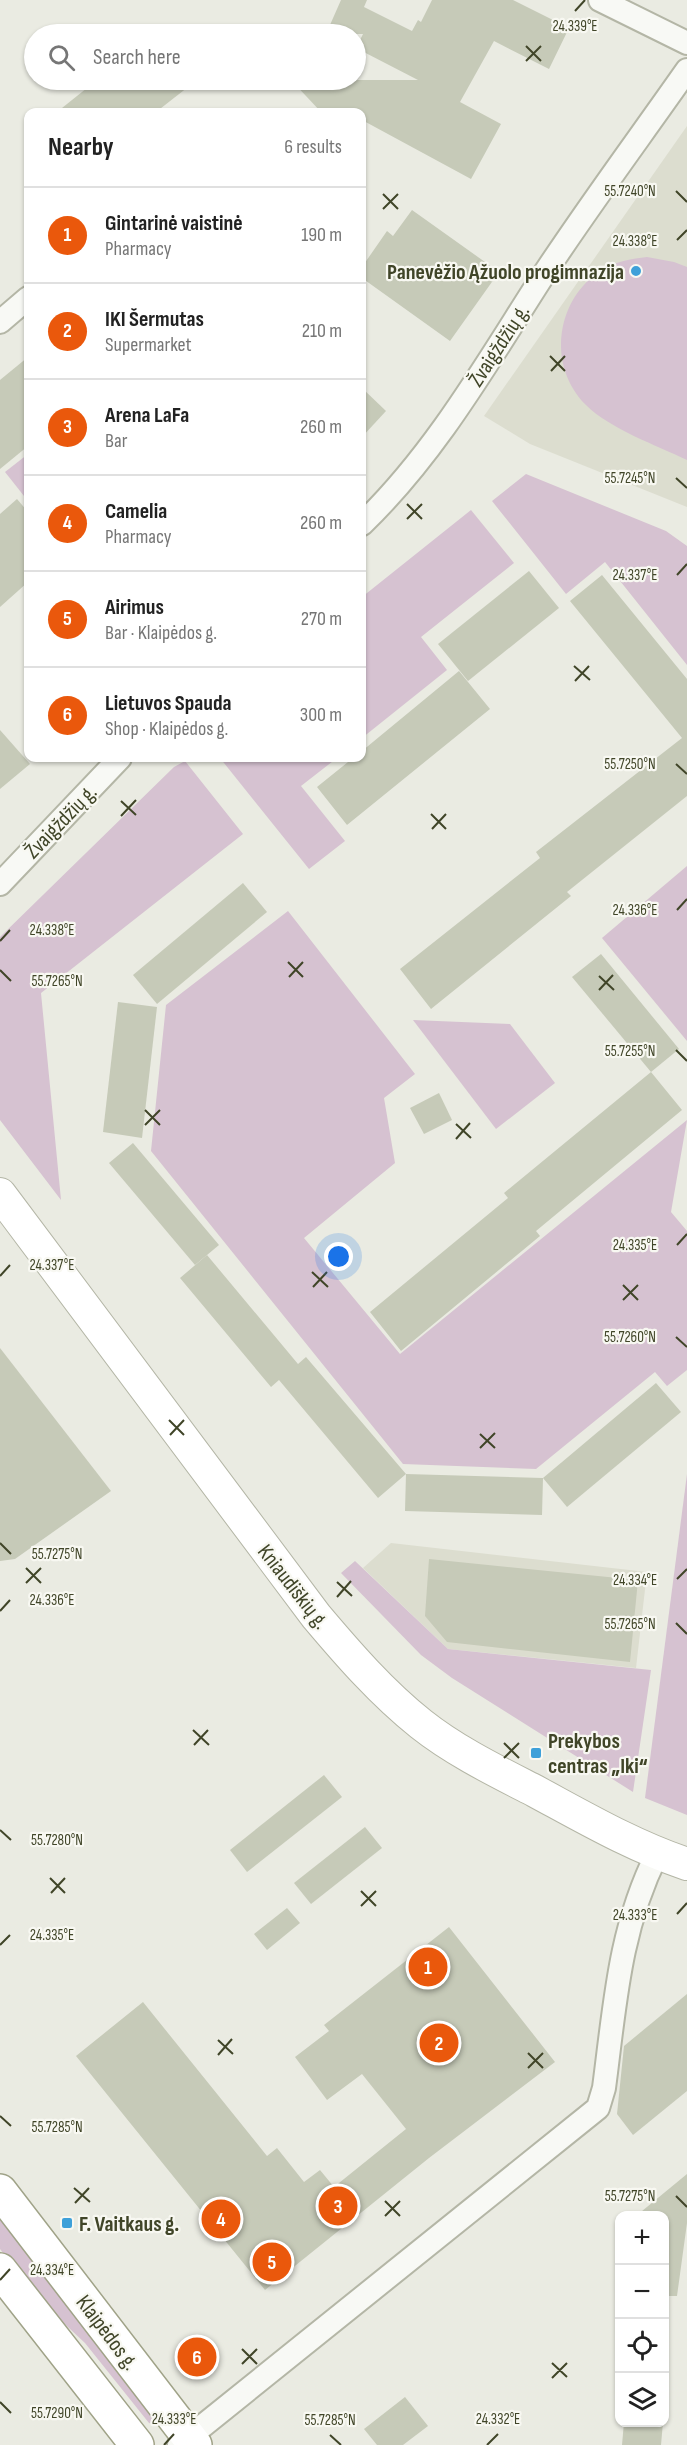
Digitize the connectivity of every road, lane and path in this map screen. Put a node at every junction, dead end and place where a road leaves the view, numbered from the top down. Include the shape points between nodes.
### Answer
1 (600, 0) edge
2 (687, 43) edge
3 (687, 70) edge
4 (24, 301) edge
5 (0, 322) edge
6 (366, 520) edge
7 (116, 762) edge
8 (0, 884) edge
9 (0, 1194) edge
10 (657, 1854) junction
11 (687, 1864) edge
12 (0, 2191) edge
13 (0, 2270) edge
14 (187, 2442) edge
15 (137, 2445) edge

1 - 2 street
3 - 6 street, Žvaigždžių g. via 548,268 447,424 393,495
4 - 5 street
7 - 8 street, Žvaigždžių g.
9 - 10 main road, Kniaudiškių g. via 303,1598 374,1680 440,1737
10 - 11 main road, Kniaudiškių g.
10 - 14 street via 631,1915 621,1958 598,2108
12 - 14 highway, Klaipėdos g.
13 - 15 highway, Klaipėdos g.

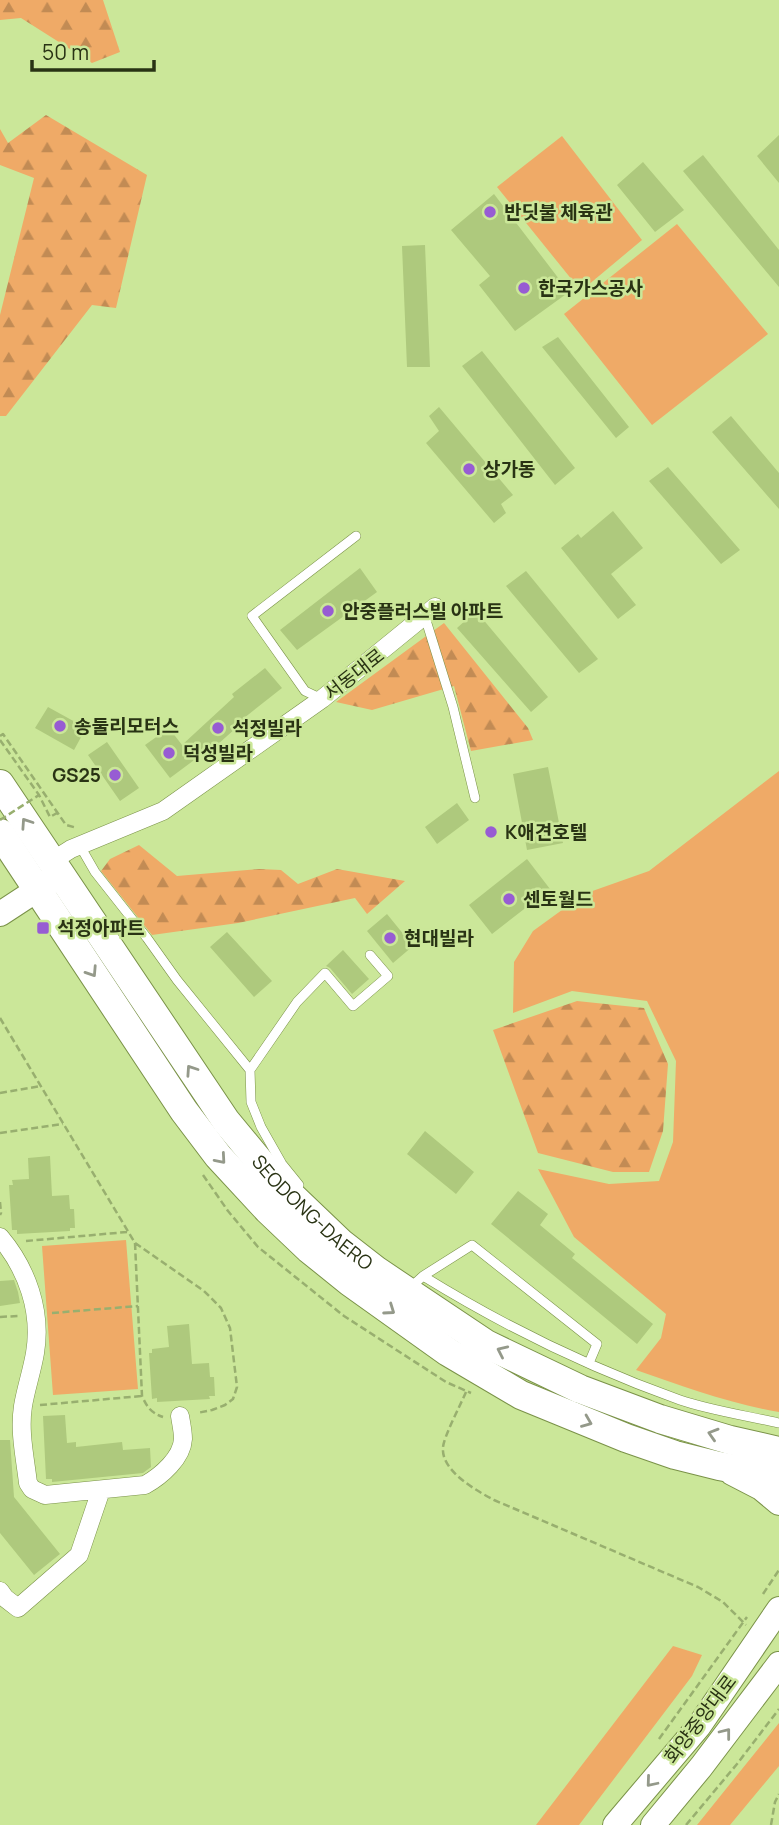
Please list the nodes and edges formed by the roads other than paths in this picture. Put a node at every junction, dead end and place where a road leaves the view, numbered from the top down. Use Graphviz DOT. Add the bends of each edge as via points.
_ _ _ _ _
Task details. Word for word, restate all of the data, but do not copy the pictures.

Answer area.
Digitize the connectivity of every road, lane and path in this map screen. Put a node at every junction, dead end and place where a road leaves the view, numbered from the top down. Include the shape points between nodes.
### Answer
1 (600, 0) edge
2 (687, 43) edge
3 (687, 70) edge
4 (24, 301) edge
5 (0, 322) edge
6 (366, 520) edge
7 (116, 762) edge
8 (0, 884) edge
9 (0, 1194) edge
10 (657, 1854) junction
11 (687, 1864) edge
12 (0, 2191) edge
13 (0, 2270) edge
14 (187, 2442) edge
15 (137, 2445) edge

1 - 2 street
3 - 6 street, Žvaigždžių g. via 548,268 447,424 393,495
4 - 5 street
7 - 8 street, Žvaigždžių g.
9 - 10 main road, Kniaudiškių g. via 303,1598 374,1680 440,1737
10 - 11 main road, Kniaudiškių g.
10 - 14 street via 631,1915 621,1958 598,2108
12 - 14 highway, Klaipėdos g.
13 - 15 highway, Klaipėdos g.

Please list the nodes and edges formed by the roads other than paths in this picture. Put a node at every junction, dead end and place where a road leaves the view, numbered from the top down. Use Graphviz DOT. Add the bends of each edge as via points.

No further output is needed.